--- START ---

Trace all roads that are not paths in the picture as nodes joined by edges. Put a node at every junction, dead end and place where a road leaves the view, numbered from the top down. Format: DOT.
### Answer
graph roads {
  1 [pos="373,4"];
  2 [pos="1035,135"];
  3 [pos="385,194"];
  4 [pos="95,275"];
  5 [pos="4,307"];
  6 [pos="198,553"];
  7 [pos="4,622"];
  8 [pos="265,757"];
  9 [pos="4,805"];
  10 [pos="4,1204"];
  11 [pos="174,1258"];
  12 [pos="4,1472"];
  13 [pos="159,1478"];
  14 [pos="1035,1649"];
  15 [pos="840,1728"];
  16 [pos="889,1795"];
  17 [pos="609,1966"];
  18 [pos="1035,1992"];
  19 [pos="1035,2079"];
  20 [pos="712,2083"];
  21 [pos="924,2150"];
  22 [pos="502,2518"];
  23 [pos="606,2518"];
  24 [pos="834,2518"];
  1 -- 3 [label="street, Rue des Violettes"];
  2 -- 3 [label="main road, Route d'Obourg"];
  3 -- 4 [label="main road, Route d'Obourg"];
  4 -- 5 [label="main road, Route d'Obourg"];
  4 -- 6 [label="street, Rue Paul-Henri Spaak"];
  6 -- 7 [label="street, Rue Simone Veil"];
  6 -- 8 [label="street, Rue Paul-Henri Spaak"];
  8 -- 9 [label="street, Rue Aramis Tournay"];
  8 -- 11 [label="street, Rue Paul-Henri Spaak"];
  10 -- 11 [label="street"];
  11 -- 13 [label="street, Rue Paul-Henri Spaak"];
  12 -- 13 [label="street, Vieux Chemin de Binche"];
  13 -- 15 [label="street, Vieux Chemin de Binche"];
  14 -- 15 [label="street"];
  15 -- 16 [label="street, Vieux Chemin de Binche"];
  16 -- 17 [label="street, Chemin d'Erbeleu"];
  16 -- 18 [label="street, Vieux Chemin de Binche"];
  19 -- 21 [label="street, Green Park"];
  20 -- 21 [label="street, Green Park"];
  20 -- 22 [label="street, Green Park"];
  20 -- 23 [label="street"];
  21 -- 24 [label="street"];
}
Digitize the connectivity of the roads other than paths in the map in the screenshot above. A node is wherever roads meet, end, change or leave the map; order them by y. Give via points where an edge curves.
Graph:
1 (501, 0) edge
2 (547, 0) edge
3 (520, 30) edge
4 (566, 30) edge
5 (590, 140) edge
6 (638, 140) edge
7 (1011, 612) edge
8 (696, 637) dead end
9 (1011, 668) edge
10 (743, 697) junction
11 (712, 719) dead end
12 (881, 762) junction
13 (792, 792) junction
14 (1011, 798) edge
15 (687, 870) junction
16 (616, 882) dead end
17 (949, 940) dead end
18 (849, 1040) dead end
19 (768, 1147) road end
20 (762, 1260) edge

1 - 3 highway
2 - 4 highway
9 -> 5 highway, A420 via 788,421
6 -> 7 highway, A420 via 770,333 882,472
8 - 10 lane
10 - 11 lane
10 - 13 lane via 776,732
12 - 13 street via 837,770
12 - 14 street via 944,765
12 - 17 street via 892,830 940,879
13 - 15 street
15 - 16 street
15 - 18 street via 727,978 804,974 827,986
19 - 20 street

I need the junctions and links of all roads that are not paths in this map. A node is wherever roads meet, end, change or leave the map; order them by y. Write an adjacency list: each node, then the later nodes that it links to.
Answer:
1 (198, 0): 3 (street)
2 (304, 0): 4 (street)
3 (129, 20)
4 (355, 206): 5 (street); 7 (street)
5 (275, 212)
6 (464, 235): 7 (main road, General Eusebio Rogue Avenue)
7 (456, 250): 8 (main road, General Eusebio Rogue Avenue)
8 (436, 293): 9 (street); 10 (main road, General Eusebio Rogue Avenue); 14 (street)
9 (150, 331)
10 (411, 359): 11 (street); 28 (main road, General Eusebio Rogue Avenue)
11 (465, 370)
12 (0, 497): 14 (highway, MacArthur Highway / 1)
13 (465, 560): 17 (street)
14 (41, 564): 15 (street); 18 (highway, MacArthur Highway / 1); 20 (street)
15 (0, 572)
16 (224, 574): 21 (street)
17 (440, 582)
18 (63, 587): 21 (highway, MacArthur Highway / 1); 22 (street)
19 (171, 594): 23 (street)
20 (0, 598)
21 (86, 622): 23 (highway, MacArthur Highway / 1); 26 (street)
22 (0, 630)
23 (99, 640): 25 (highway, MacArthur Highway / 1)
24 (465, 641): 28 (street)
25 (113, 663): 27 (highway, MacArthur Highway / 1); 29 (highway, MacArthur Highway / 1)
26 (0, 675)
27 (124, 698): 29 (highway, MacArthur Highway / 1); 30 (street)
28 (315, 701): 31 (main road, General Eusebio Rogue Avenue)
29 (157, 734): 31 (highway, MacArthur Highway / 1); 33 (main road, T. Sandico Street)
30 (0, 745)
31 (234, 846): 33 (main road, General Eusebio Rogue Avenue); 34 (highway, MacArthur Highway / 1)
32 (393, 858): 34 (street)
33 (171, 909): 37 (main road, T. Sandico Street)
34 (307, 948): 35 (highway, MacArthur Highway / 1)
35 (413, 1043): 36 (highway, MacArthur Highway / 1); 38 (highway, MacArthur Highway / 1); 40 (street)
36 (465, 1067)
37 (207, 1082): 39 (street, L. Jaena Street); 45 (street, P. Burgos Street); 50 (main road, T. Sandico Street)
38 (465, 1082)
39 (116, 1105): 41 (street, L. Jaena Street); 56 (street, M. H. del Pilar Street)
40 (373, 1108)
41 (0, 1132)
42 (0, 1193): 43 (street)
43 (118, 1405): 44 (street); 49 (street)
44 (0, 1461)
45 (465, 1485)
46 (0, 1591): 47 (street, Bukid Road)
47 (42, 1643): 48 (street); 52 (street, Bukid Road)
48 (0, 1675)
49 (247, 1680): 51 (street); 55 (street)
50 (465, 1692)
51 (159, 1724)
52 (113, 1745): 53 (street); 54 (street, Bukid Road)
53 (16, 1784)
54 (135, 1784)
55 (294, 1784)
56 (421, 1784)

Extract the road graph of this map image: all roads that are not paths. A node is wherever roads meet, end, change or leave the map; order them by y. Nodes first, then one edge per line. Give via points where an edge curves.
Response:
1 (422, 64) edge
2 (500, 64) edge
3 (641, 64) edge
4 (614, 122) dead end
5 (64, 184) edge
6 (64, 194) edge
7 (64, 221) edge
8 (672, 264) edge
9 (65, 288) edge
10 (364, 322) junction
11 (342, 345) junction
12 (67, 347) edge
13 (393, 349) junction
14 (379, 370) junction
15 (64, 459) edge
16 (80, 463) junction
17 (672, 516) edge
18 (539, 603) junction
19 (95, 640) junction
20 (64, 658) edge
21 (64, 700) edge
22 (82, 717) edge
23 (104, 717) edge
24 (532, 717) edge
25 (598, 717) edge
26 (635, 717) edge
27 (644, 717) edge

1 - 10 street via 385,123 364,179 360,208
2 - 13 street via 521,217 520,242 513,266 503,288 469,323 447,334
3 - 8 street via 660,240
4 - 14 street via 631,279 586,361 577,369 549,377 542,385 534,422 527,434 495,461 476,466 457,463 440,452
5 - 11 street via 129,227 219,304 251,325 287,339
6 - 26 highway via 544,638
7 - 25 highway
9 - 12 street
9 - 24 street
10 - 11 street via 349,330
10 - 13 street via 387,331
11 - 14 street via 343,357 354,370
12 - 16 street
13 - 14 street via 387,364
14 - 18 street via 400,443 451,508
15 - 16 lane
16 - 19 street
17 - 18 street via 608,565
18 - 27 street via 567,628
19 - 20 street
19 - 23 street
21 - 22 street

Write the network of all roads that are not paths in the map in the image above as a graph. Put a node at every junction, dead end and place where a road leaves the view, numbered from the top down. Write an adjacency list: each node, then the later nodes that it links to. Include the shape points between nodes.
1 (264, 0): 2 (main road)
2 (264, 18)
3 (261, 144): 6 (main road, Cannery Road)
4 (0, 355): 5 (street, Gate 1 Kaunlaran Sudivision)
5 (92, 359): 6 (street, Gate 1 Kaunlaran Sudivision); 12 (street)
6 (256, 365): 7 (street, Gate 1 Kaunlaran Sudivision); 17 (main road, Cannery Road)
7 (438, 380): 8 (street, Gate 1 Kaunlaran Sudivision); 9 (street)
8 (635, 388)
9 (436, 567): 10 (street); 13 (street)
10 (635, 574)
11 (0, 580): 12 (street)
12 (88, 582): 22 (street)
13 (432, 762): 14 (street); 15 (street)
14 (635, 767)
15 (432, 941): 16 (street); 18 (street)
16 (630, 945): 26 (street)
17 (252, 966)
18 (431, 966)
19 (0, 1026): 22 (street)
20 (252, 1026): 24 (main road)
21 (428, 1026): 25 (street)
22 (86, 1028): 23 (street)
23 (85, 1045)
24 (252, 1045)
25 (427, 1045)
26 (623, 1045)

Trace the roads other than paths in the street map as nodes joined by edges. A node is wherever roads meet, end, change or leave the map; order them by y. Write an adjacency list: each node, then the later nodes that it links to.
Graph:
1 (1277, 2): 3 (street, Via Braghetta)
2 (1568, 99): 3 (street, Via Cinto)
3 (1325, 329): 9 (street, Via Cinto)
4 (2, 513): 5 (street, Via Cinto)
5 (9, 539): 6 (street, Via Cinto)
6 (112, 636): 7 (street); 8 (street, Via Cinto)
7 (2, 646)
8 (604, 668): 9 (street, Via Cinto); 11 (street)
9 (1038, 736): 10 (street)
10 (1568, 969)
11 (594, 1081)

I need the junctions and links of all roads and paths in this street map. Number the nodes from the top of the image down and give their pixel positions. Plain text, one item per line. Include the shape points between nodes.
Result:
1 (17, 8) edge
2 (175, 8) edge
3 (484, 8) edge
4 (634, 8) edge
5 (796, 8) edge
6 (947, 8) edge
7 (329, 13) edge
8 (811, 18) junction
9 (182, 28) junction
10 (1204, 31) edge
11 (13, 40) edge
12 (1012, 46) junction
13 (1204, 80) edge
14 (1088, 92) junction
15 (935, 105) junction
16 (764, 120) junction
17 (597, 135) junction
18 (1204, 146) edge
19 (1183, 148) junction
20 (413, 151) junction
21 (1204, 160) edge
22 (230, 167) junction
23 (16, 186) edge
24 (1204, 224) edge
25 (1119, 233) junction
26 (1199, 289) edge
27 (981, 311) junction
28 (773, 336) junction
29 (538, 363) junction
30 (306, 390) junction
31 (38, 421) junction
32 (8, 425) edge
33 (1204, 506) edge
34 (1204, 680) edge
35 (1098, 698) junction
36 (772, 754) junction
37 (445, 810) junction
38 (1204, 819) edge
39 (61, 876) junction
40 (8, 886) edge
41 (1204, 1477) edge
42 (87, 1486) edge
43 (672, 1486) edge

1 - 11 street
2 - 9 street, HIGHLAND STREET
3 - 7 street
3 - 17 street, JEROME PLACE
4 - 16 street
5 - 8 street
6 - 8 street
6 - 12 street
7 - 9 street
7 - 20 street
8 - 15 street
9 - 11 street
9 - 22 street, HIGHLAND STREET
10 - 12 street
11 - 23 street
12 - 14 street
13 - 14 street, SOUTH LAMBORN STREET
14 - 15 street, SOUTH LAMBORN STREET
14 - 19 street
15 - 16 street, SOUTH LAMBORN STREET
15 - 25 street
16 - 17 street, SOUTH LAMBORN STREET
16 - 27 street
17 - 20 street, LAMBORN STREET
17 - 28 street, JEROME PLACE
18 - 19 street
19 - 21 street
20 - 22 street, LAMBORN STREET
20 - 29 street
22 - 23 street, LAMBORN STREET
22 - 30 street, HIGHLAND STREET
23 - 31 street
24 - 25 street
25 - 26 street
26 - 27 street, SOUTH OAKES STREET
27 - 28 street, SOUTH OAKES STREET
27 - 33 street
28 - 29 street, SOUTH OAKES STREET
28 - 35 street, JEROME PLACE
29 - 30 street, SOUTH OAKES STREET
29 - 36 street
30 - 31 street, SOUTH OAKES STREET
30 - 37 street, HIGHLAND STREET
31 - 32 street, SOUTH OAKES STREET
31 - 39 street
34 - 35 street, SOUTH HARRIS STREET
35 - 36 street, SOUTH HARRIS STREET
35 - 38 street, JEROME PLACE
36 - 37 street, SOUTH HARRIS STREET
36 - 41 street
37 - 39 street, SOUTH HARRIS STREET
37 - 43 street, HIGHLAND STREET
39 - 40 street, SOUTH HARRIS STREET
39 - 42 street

--- END ---

_WHAT YOU SHOULD DO_.
Lines holding the word "Sandico" should be copied from the entries above.

_EXERCISE OUTPUT_.
29 (157, 734): 31 (highway, MacArthur Highway / 1); 33 (main road, T. Sandico Street)
33 (171, 909): 37 (main road, T. Sandico Street)
37 (207, 1082): 39 (street, L. Jaena Street); 45 (street, P. Burgos Street); 50 (main road, T. Sandico Street)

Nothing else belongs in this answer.